It’s a badge of honor to be able to work with precision and shape sound and music to fit our vision. But unpredictability can keep us as well as our audience on edge in a delightful way. How can we let our sounds get away from us?
Keeping it Fresh
A Really Cool Thing about making interactive sound is that the final product can still surprise you, the creator. Yeah, sometimes that’s because it’s a bug, but what I’m really talking about is those moments where the combination of human input, simulation, and your set of playback rules coalesce into an organism and do something good, but unexpected. It’s thrilling to hear it happen for you, and if it comes together in the right way, the audience will perceive it as having a special quality of life about it. So what are some ways to make that happen?
The first thing to come to mind when talking about creating unpredictable behavior is randomness.

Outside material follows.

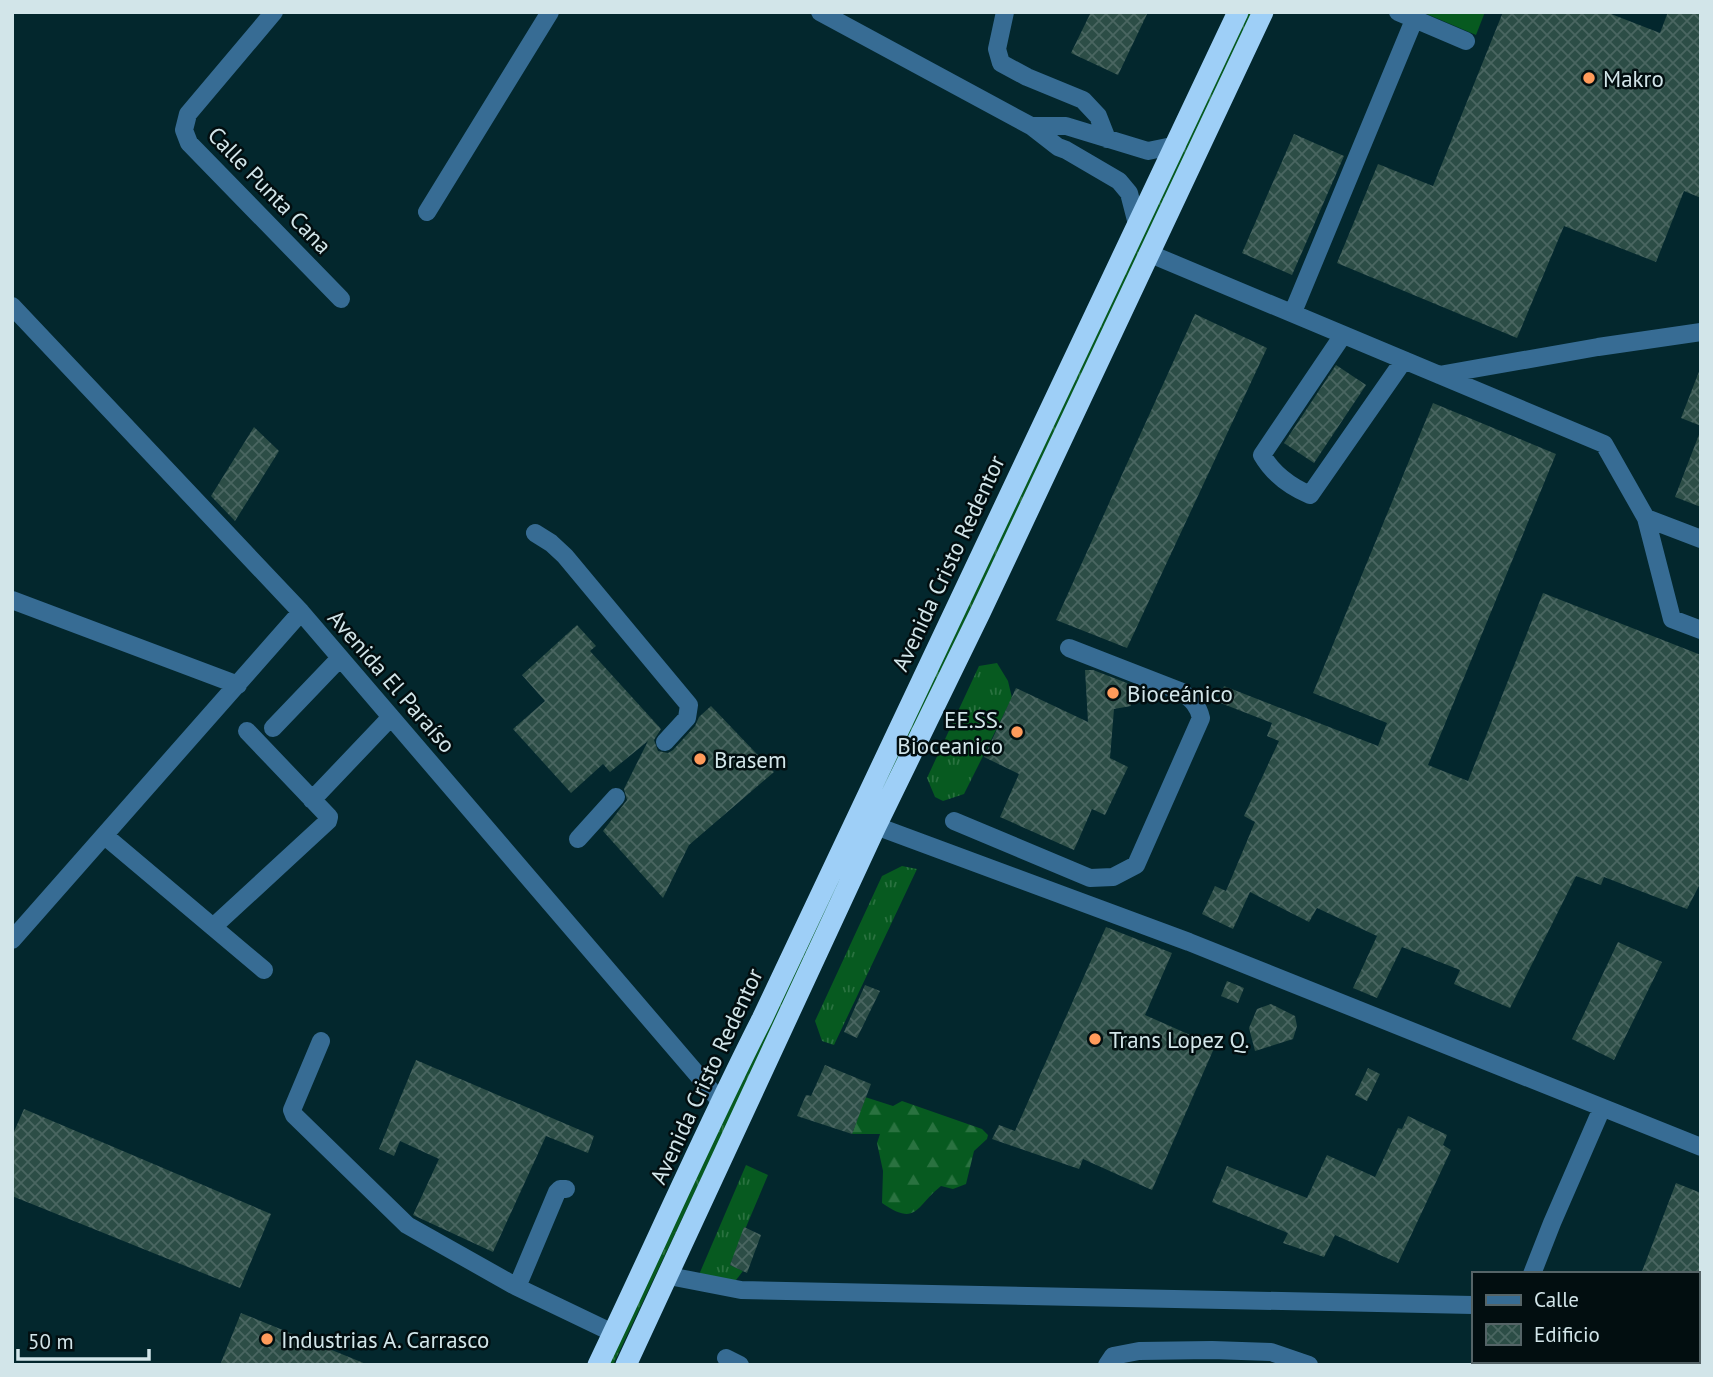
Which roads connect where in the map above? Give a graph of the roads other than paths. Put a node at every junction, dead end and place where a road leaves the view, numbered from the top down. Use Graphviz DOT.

Fire a random sound, generate a drunk walk to modulate an effect, use noise to create procedural ambiences. Most of the time, you’ll be specifying a range or a cooldown for the randomness, lest it become actual noise. As techniques for creating uncertainty go, I’d call this one a “subtractive” process. By that I mean you use randomness to create the uncertainty, but then shape it with a variety of math functions to rein it in to where you want to be.

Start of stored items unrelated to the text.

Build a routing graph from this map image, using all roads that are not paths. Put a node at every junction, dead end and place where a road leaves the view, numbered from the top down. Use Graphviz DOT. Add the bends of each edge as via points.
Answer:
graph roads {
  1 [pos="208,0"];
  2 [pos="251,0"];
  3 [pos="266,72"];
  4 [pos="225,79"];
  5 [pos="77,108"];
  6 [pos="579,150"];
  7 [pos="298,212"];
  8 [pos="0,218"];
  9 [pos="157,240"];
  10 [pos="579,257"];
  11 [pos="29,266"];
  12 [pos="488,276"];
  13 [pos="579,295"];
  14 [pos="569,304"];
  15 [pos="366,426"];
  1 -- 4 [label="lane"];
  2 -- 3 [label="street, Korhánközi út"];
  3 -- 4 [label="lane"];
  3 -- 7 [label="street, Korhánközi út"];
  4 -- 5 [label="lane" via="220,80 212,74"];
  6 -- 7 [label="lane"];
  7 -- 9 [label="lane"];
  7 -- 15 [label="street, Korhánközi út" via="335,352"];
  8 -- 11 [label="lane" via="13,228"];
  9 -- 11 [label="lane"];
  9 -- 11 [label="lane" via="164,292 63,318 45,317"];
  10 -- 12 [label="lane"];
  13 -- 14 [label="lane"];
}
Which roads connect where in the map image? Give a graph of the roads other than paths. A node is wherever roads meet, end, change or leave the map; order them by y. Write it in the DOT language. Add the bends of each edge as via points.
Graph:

While randomness is a perfectly good tool to use when creating emergent behavior, its primary drawback is that it’s the randomness that’s governing the changes over time, and not something directly specified. So what about deterministic uncertainty, or put another way, complexity sufficient to hide the rules?
One of my favorite techniques for creating generative music is phasing. Here’s one definition of phasing:
Phasing is a compositional technique in which the same part (a repetitive phrase) is played on two musical instruments, in steady but not identical tempi.
A looser definition I like is that phasing occurs whenever two or more musical parts loop in such a way that they eventually go out of phase with each other (same idea as phase cancellation, but more musical!). It may have gotten its name from the tape compositions of Steve Reich, but the concept’s been in use about as long as there’s been music. In West African drumming, for example, polyrhythms play a huge role in creating the overlapping, evolving sound of the music. With this definition, you can see how variable-length step sequencers, Euclidean rhythm generators, and Markov chain selection mechanisms can be applied to produce this effect.
But it doesn’t have to be music. Phasing could just as easily be applied to your non-musical sound design. For example, you could use a variable-length sequencer to trigger environmental sounds, creating a rich, non-repeating ambience. Or try it out on something less atmospheric, like overlapping a handful of granulators with different pitch and speed settings to compose an engine sound.